= Faith Church, Hungary =

Pentecostal Church

Faith Church (Hit Gyülekezete) is an Evangelical charismatic Pentecostal Christian denomination and a megachurch in Hungary. Its headquarters in Budapest has over 150,000 members.

== History ==
Faith Church was founded in 1979 by a group of seven Hungarians, led by Pastor Sandor Nemeth, who currently leads the church. The independent Pentecostal-Charismatic church could conduct its worship services only illegally during the years of the Communist regime. Its activities and leaders were monitored by the Communist secret service. By 1989, membership reached 2,000 people. In 1989, the Hungarian State declared Faith Church a recognized denomination based on the 1895 XLIII Act.

In 2008, Faith Church in Budapest had 30,000 faithful in its 5,000-seat building.

In 2016, the Church has 70,000 people regularly attend worship services across Hungary.

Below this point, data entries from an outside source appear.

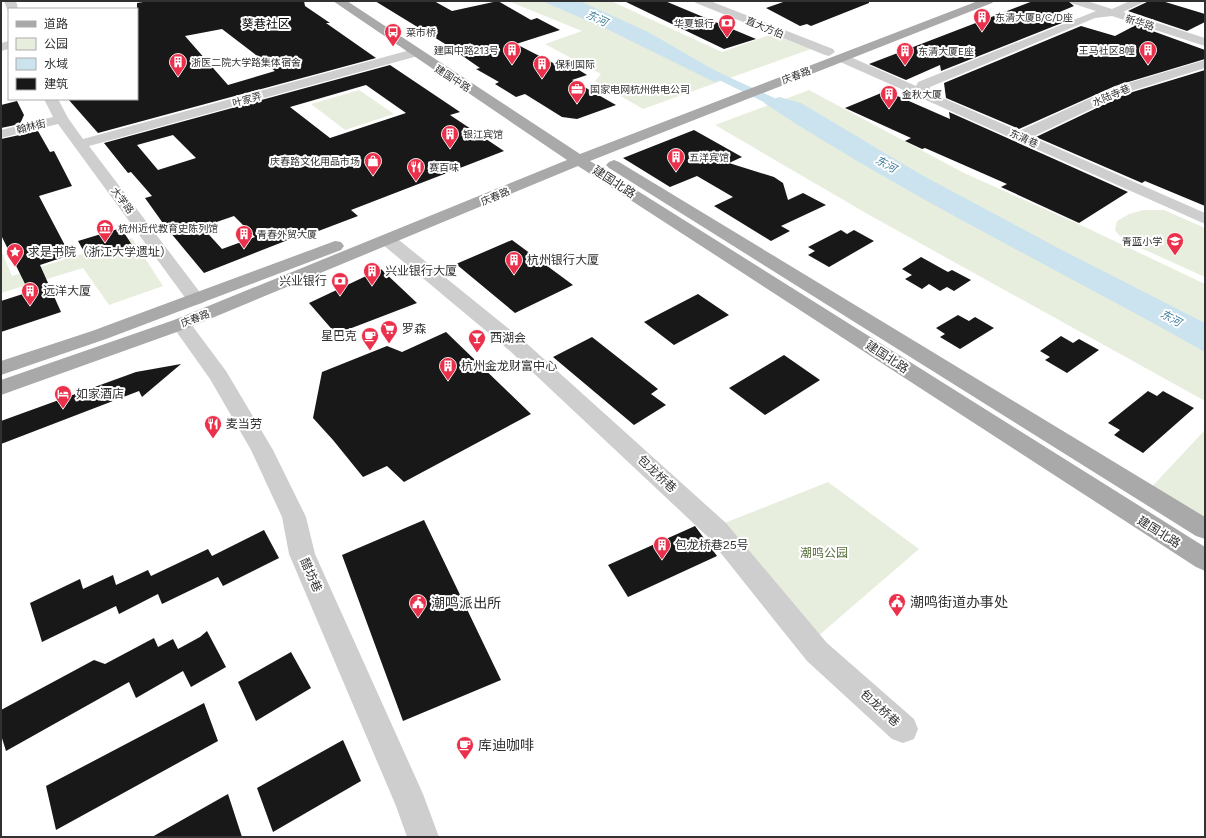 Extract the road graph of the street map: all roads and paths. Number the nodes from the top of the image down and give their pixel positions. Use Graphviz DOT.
graph roads {
  1 [pos="338,1"];
  2 [pos="354,1"];
  3 [pos="700,1"];
  4 [pos="966,1"];
  5 [pos="988,1"];
  6 [pos="1075,1"];
  7 [pos="1140,1"];
  8 [pos="1112,13"];
  9 [pos="1198,29"];
  10 [pos="1183,35"];
  11 [pos="1205,42"];
  12 [pos="414,53"];
  13 [pos="836,55"];
  14 [pos="1205,64"];
  15 [pos="760,83"];
  16 [pos="922,94"];
  17 [pos="52,100"];
  18 [pos="61,119"];
  19 [pos="1,134"];
  20 [pos="1021,136"];
  21 [pos="80,144"];
  22 [pos="582,153"];
  23 [pos="1205,219"];
  24 [pos="388,240"];
  25 [pos="196,299"];
  26 [pos="181,324"];
  27 [pos="1,368"];
  28 [pos="1,388"];
  29 [pos="1205,529"];
  30 [pos="1205,560"];
  31 [pos="903,729"];
  32 [pos="423,837"];
  1 -- 12 [label="main road, 建国中路"];
  2 -- 22 [label="main road, 建国中路"];
  3 -- 13 [label="street, 直大方伯"];
  4 -- 13 [label="main road, 庆春路"];
  5 -- 13 [label="main road, 庆春路"];
  6 -- 8 [label="street, 新华路"];
  7 -- 8 [label="street"];
  8 -- 10 [label="street, 新华路"];
  8 -- 16 [label="street"];
  9 -- 10 [label="street"];
  10 -- 11 [label="street, 新华路"];
  12 -- 21 [label="street, 叶家弄"];
  12 -- 22 [label="main road, 建国中路"];
  13 -- 15 [label="main road, 庆春路"];
  13 -- 16 [label="street, 东清巷"];
  14 -- 20 [label="street, 水陆寺巷"];
  15 -- 22 [label="main road, 庆春路"];
  15 -- 22 [label="main road, 庆春路"];
  16 -- 20 [label="street, 东清巷"];
  17 -- 18 [label="street, 大学路"];
  18 -- 19 [label="street, 翰林街"];
  18 -- 21 [label="street, 大学路"];
  20 -- 23 [label="street, 东清巷"];
  21 -- 25 [label="street, 大学路"];
  22 -- 24 [label="main road, 庆春路"];
  22 -- 25 [label="main road, 庆春路"];
  22 -- 29 [label="main road, 建国北路"];
  22 -- 30 [label="main road, 建国北路"];
  24 -- 26 [label="main road, 庆春路"];
  24 -- 31 [label="street, 包龙桥巷"];
  25 -- 27 [label="main road, 庆春路"];
  26 -- 28 [label="main road, 庆春路"];
  26 -- 32 [label="street, 醋坊巷"];
}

The weekly Sunday service of the Church is regularly broadcast on live television.

There are about three hundred local church branches of Faith Church functioning all around the country and beyond the borders of Hungary. All neighboring countries, Germany and the U.S. have local Faith Church congregations as well. The majority of local churches hold worship services on privately owned property. Local churches in Pécs, Debrecen, Nyíregyháza and Salgótarján are also housed in buildings that can accommodate more than a thousand people.

Based on the 1% tax designation to churches, Faith Church is the fourth most supported church in Hungary. However, according to the last census in Hungary, Faith Church was not among the four biggest churches. It kept its official church status after the Orbán government's 2011 reduction of the number of churches.

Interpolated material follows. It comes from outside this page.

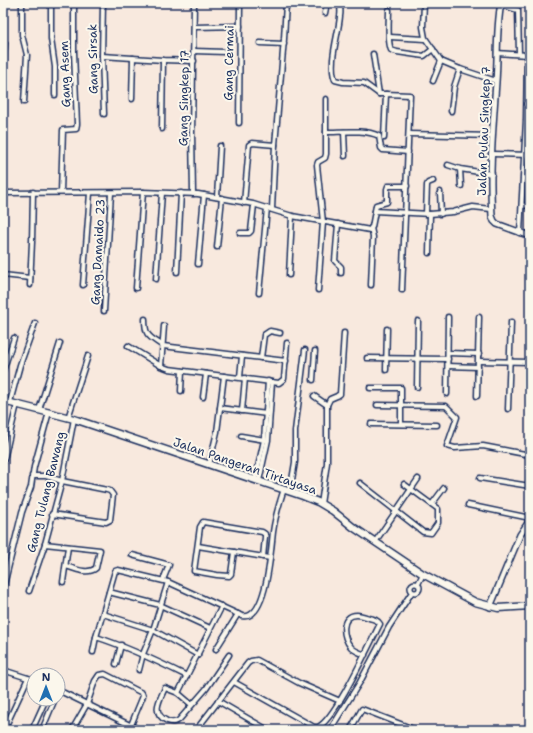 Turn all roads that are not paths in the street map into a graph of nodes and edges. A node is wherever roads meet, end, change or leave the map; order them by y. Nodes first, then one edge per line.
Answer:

==Social programs and publications==
The Faith and Morals Cultural Foundation performs social services, provides aid to families, cares for the elderly and also pursues teaching, training, information distribution and cultural services.

Faith Church maintains elementary schools in Budapest, Pécs, Nyíregyháza and Salgótarján and a kindergarten in Kecskemét. The state-accredited theological college, Saint Paul’s Academy, functions in Budapest.

The Church has published a weekly news magazine, Hetek, since 1997.

== Beliefs ==
The denomination has a charismatic confession of faith.

In a service on 16 November 2019, Németh described yoga as "a physical exercise of demon worship."